Grace pulled up to King, and she read him the letter from Ethel Stielow claiming her father was innocent. The one with the drawn signature of “fifty kisses.” When Grace was finished, she stared at King. He was weeping softly.

“I’m the one that killed Phelps and Mrs. Wolcott—not Charles Stielow,” King said. He then—at Grace’s insistence—repeated it to the sheriff and then to the judge.

“King,” she said, “just raise your right hand.”

They had a full confession. They were all celebrating inside because nowhere in that story—nowhere—was Charlie Stielow’s name. Once everyone was notified, the feeling was equal parts exhaustion and elation. Even King himself seemed relieved. When asked why he had confessed, King said he wanted “to do a manly thing.” He was then taken back to the jail. After King’s confession was finalized in shorthand after midnight, the authorities mobilized. District Attorney Knickerbocker sent his car over to convey King to the jail at Albion.

The next day, Grace found out that King had retracted his entire confession.

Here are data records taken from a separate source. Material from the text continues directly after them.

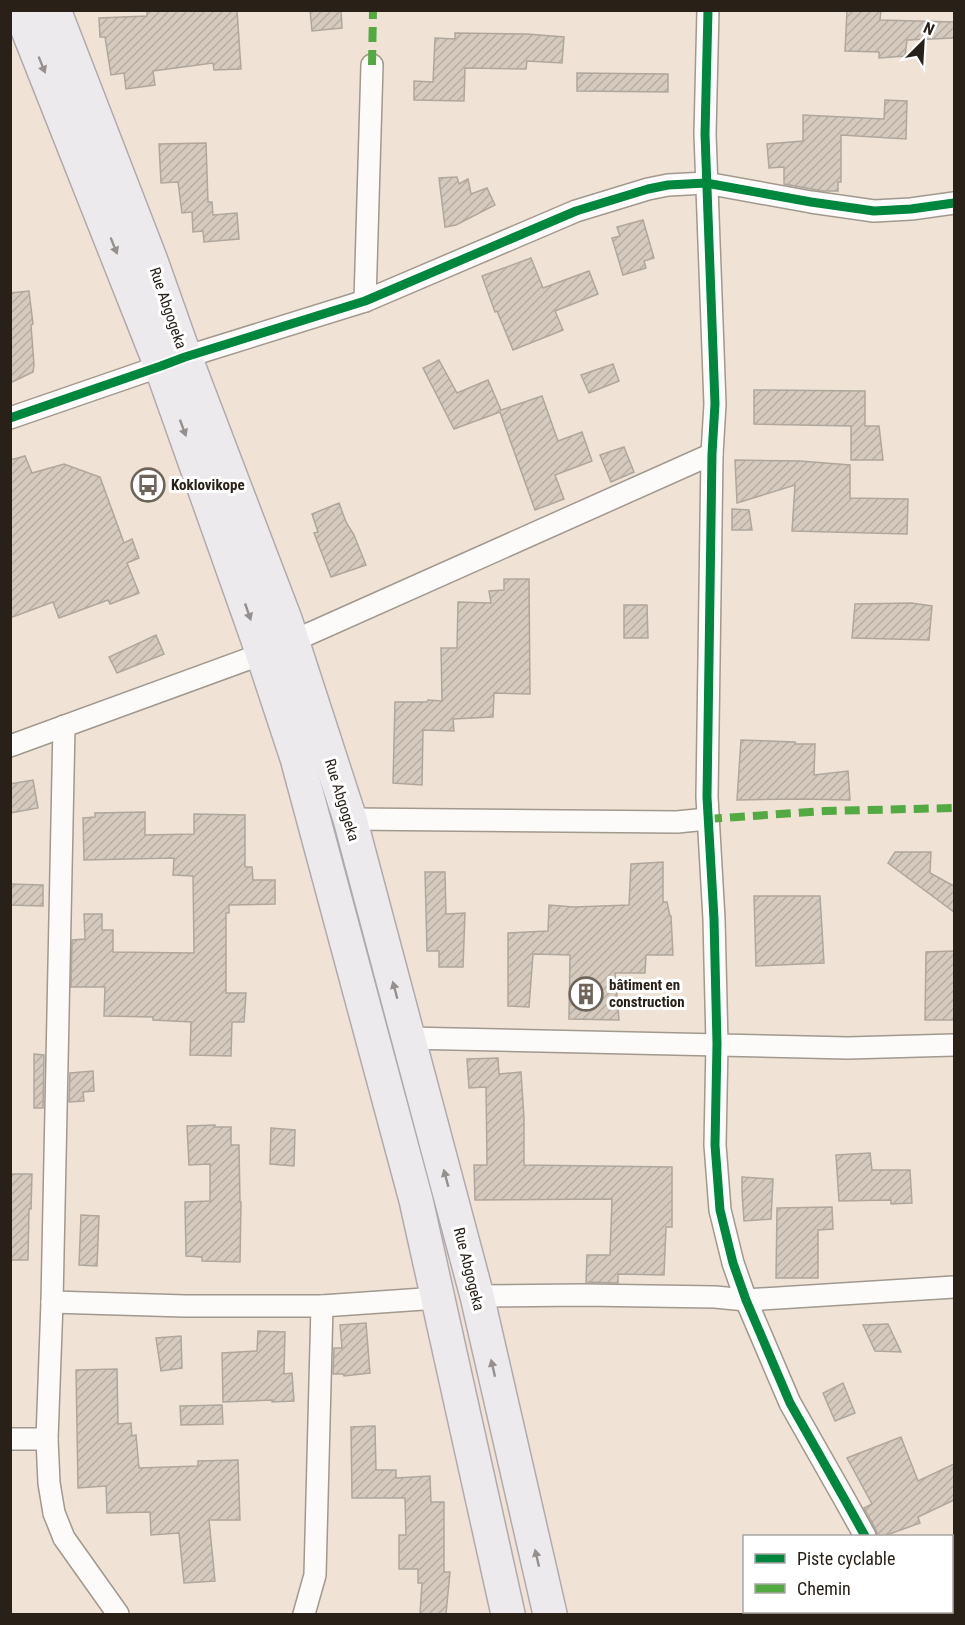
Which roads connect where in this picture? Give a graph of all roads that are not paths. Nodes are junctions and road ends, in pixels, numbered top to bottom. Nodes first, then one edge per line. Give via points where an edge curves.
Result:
1 (20, 10) edge
2 (54, 10) edge
3 (708, 10) edge
4 (372, 64) dead end
5 (706, 183) junction
6 (954, 203) edge
7 (365, 301) junction
8 (173, 362) junction
9 (10, 418) edge
10 (712, 454) junction
11 (292, 641) junction
12 (262, 654) junction
13 (64, 726) junction
14 (10, 746) edge
15 (350, 819) junction
16 (707, 819) junction
17 (407, 1038) junction
18 (717, 1044) junction
19 (954, 1045) edge
20 (954, 1287) edge
21 (477, 1296) junction
22 (438, 1298) junction
23 (746, 1300) junction
24 (52, 1302) junction
25 (322, 1306) junction
26 (10, 1439) edge
27 (47, 1439) junction
28 (864, 1535) edge
29 (118, 1614) edge
30 (304, 1614) edge
31 (508, 1614) edge
32 (550, 1614) edge

1 -> 8 main road, Rue Abgogeka
2 - 8 main road, Rue Abgogeka via 151,261
3 - 5 street
4 - 7 street
5 - 6 street via 874,211
5 - 7 street via 648,189 576,212
5 - 10 street via 715,404
7 - 8 street
8 - 9 street
8 - 11 main road, Rue Abgogeka
8 -> 12 main road, Rue Abgogeka
10 - 11 street
10 - 16 street
11 - 15 main road, Rue Abgogeka
12 - 13 street
12 - 22 main road, Rue Abgogeka via 297,758 416,1200
13 - 14 street
13 - 24 street
15 - 16 street
17 -> 15 main road, Rue Abgogeka
16 - 18 street
17 - 18 street
21 -> 17 main road, Rue Abgogeka
18 - 19 street via 848,1048
18 - 23 street via 720,1210
20 - 23 street
21 - 23 street
32 -> 21 main road, Rue Abgogeka
22 - 25 street
22 - 31 main road, Rue Abgogeka
23 - 28 street via 790,1403
24 - 25 street
24 - 27 street
25 - 30 street via 315,1575
26 - 27 street
27 - 29 street via 54,1513 64,1538

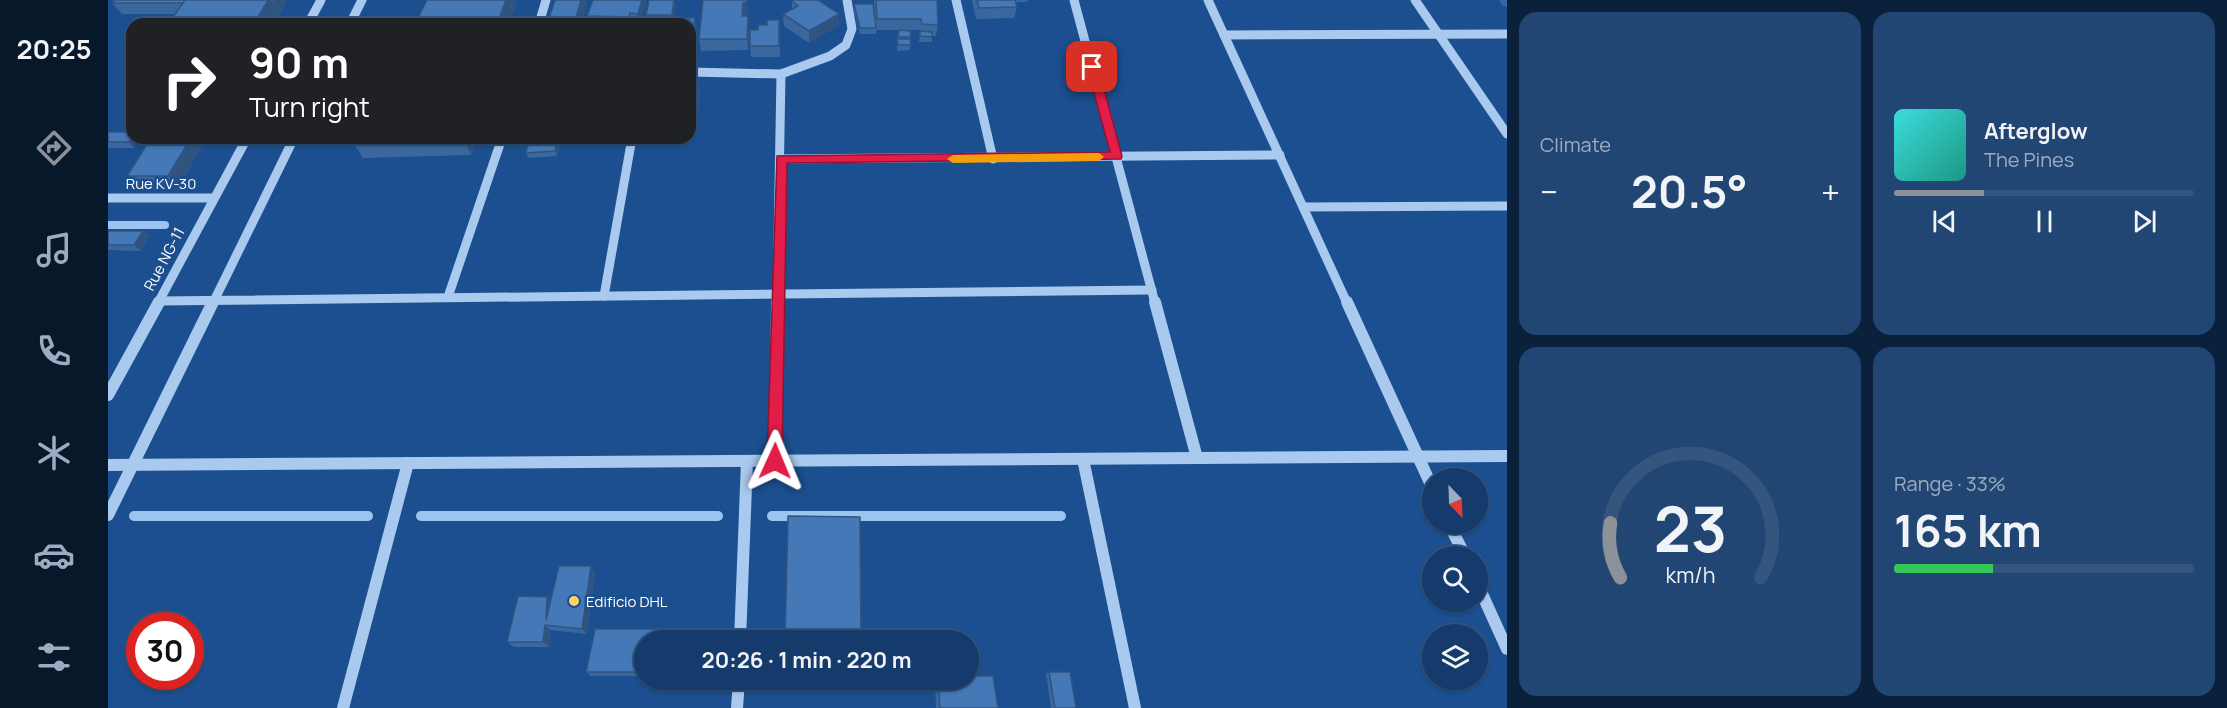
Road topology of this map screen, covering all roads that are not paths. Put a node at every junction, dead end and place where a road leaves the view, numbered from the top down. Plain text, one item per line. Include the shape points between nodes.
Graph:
1 (321, 0) edge
2 (362, 0) edge
3 (546, 0) edge
4 (847, 0) edge
5 (956, 0) edge
6 (1074, 0) edge
7 (1208, 0) edge
8 (1415, 0) edge
9 (311, 18) edge
10 (353, 18) edge
11 (541, 18) edge
12 (1438, 34) junction
13 (1507, 34) edge
14 (1224, 35) junction
15 (696, 72) edge
16 (781, 74) junction
17 (1507, 134) edge
18 (244, 144) edge
19 (291, 144) edge
20 (500, 144) edge
21 (631, 144) edge
22 (1280, 155) junction
23 (1117, 156) junction
24 (782, 159) junction
25 (993, 159) junction
26 (108, 198) edge
27 (214, 198) junction
28 (1507, 206) edge
29 (1303, 207) junction
30 (1152, 290) junction
31 (779, 294) junction
32 (604, 296) junction
33 (448, 297) junction
34 (213, 300) junction
35 (159, 301) junction
36 (108, 395) edge
37 (1418, 456) junction
38 (1507, 456) edge
39 (1197, 458) junction
40 (1083, 459) junction
41 (747, 461) junction
42 (775, 461) junction
43 (408, 463) junction
44 (108, 465) edge
45 (131, 465) junction
46 (1423, 468) edge
47 (108, 515) edge
48 (1488, 607) edge
49 (740, 630) edge
50 (1507, 648) edge
51 (738, 690) edge
52 (343, 708) edge
53 (737, 708) edge
54 (1135, 708) edge

1 - 9 street
2 - 10 street
3 - 11 street
4 - 16 street via 852,30 846,45 830,56
5 - 25 street
6 - 23 street
7 - 14 street
8 - 12 street
12 - 13 street
12 - 14 street
12 - 17 street
14 - 22 street
15 - 16 street
16 - 24 street
18 - 27 street, Rue NG-11
19 - 34 street
20 - 33 street
21 - 32 street
22 - 23 street
22 - 29 street
23 - 25 street
23 - 30 street
24 - 25 street
24 - 31 street
26 - 27 street, Rue KV-30
27 - 35 street, Rue NG-11
28 - 29 street
29 - 37 street
30 - 31 street
30 - 39 street
31 - 32 street
31 - 42 street
32 - 33 street
33 - 34 street
34 - 35 street
34 - 45 street
35 - 36 street, Rue NG-11
37 - 38 street
37 - 39 street
37 - 46 street
39 - 40 street
40 - 42 street
40 - 54 street
41 - 42 street
41 - 43 street
41 - 49 street
43 - 45 street
43 - 52 street
44 - 45 street
45 - 47 street
48 - 50 street
51 - 53 street

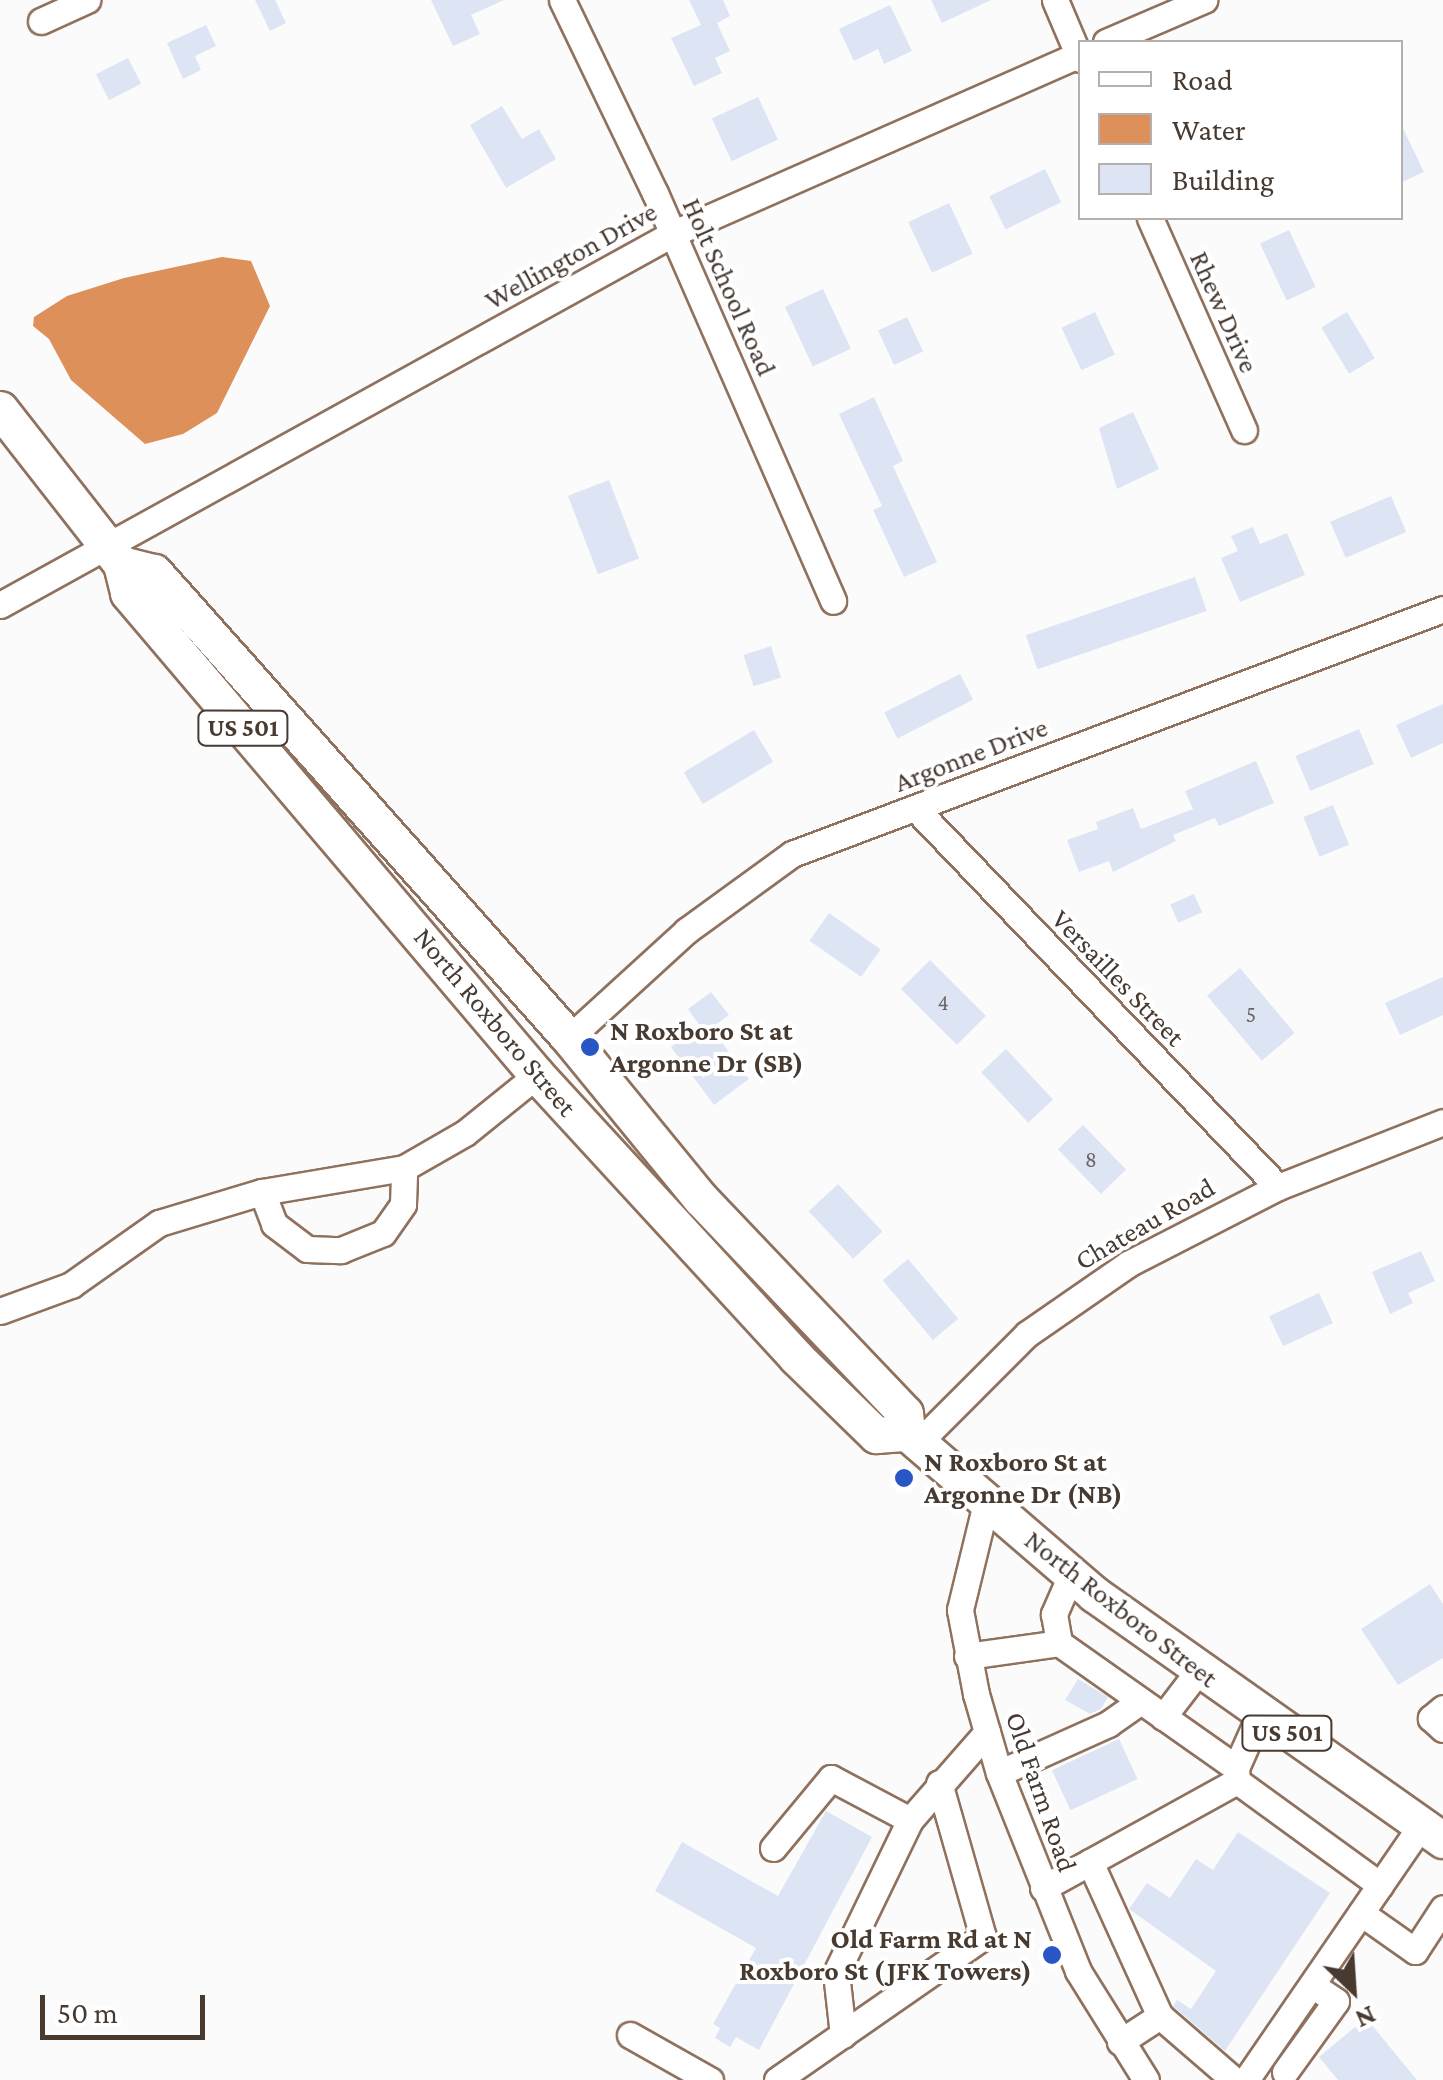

“This is a malicious, absurd, evil lie!” Grace shouted. “King couldn’t make a declaration of that kind of his own free will!” She was fuming in her own way. “It’s amusing, really,” she said, “to think that those who are so determined to get Stielow into the chair must stoop to charges of this sort.” Grace immediately got on the phone with Knickerbocker. Grace asked to see a copy of the retraction.

“I wasn’t in the room when King made his statement,” Knickerbocker replied. “I haven’t seen a copy myself.” Grace was stunned. How could the district attorney not know if there was a copy? Was King being held as a legal prisoner? She asked if there had been a warrant sworn out against King on the murder charge. On the other end of the line, Knickerbocker hesitated.

“Wait a moment,” he said. Two minutes passed before a strange voice came on the line.

“Hello?”

“Why, I was talking to Mr. Knickerbocker,” Grace said.

“He has gone out,” the voice said. The line clicked dead.

That afternoon, Erwin King, who had done a good job of disappearing after the murders, took to the newspapers to make his case as visible as he could.

“That Little Valley story was a lie,” said King. “I wish I had never seen that gang at Little Valley. I would be all right now. This lady, Mrs. Humiston, I did not know who she was; never saw her before.

“I was not introduced to the lady,” King said, almost proud of himself. “We got out of the city and they talked about this trial of Stielow. They wanted to know what I thought of it. I told them they had the guilty man, and she told me she thought she was going to get some information from me. I told her I did not see how.”